Furthermore, the separator separating step may include a basic quantization coefficient converting step of converting the basic hierarchy coefficient values separated in the basic extended hierarchy separating step into basic quantization coefficient values, which are re-quantization output coefficients obtained by re-quantizing the basic hierarchy coefficient values with the re-quantization parameter, and prediction error coefficient values obtained from difference between values predicted by the basic quantization coefficient values and the re-quantization parameter and the basic hierarchy coefficient values, and

• • the basic coded signal generating step in the separator separating step may include a basic quantization coefficient sequence coding step of inputting the basic quantization coefficient values and coding the basic quantization coefficient values to a basic quantization coded sequence, a prediction error coefficient sequence coding step of inputting the prediction error coefficient values and coding the prediction error coefficient values to a prediction error coded sequence, and a basic coded signal merging step of merging the basic quantization coded sequence with the prediction error coded sequence to generate the basic coded signal.

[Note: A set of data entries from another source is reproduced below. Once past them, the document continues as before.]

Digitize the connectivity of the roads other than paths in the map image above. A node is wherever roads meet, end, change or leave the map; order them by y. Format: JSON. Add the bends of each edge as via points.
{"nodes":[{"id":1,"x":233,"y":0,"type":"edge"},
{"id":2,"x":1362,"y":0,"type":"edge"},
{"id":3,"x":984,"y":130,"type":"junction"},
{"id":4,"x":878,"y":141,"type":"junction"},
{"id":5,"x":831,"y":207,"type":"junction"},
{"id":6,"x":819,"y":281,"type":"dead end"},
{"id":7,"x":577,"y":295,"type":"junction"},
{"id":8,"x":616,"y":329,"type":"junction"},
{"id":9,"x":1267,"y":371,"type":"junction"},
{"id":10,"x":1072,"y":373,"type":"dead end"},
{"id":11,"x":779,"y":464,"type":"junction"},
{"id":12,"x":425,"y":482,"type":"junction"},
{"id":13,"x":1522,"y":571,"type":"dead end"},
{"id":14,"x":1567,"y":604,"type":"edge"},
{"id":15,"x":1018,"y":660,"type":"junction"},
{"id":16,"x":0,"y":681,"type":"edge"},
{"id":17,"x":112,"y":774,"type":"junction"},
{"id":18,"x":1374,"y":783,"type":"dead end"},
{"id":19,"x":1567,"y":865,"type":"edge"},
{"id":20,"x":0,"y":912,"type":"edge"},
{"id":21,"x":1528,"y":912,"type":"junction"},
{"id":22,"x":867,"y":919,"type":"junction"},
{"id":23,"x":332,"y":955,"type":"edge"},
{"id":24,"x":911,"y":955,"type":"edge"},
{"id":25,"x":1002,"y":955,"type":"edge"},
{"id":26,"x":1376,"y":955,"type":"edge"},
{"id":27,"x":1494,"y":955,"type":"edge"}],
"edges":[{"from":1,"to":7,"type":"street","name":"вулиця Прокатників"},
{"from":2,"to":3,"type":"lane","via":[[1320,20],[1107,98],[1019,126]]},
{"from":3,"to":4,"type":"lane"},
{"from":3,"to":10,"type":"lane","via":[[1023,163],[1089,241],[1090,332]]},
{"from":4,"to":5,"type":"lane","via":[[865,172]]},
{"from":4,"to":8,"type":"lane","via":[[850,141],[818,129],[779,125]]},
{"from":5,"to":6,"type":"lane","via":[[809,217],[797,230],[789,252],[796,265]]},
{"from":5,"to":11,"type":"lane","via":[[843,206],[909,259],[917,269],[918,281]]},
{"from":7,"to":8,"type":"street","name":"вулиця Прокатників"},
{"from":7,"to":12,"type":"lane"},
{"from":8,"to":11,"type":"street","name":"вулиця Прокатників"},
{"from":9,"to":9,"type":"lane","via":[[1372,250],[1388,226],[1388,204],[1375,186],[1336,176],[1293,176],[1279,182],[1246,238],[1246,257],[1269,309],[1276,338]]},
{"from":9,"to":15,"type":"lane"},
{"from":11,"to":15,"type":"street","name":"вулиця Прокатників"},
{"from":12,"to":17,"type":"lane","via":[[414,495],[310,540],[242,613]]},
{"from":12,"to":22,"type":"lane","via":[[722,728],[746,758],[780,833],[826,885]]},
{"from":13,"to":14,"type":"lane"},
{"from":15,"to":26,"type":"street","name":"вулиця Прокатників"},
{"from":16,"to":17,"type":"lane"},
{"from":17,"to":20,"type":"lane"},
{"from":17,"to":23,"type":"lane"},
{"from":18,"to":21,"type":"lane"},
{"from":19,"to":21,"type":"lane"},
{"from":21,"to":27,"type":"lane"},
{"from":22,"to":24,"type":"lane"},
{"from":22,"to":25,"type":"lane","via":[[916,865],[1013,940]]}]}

Furthermore, in the separator multiplexing step, each of the basic coded signal and the plurality of extended coded signals may be generated as each of the transmission coded signals.

Furthermore, in the separator multiplexing step, the basic coded signal may be multiplexed to each of the plurality of extended coded signals to generate the plurality of transmission coded signals.

Furthermore, in the separator multiplexing step, the plurality of extended coded signals may be multiplexed to generate the plurality of transmission coded signals each having a different code amount.

Furthermore, in the separator multiplexing step, the transmission coded signals may be generated so that a code amount ratio of the plurality of transmission coded signals each having a different code amount becomes power of 2.

A method of merging a coded signal and a program product for merging a coded signal according to the present invention are characterized by including: a merging device input step of inputting a plurality of independent transmission coded signals in which a first moving picture constituted of a plurality of image information is coded; a merging device separating step of separating the plurality of transmission coded signals inputted in the merging device input step into a basic coded signal having a smaller code amount than a first coded signal and configured to reconstruct a second moving picture, which is a pseudo moving picture of the first moving picture, and a plurality of extended coded signals which are used with the basic coded signal to reconstruct a third moving picture closer to the first moving picture than the second moving picture reconstructed with the basic coded signal; a merging device merging step of merging the basic coded signal with the plurality of extended coded signals, which are separated in the merging device separating step, to generate a third coded signal for reconstructing the third moving picture; and a merging device output step of outputting the third coded signal merged in the merging device merging step.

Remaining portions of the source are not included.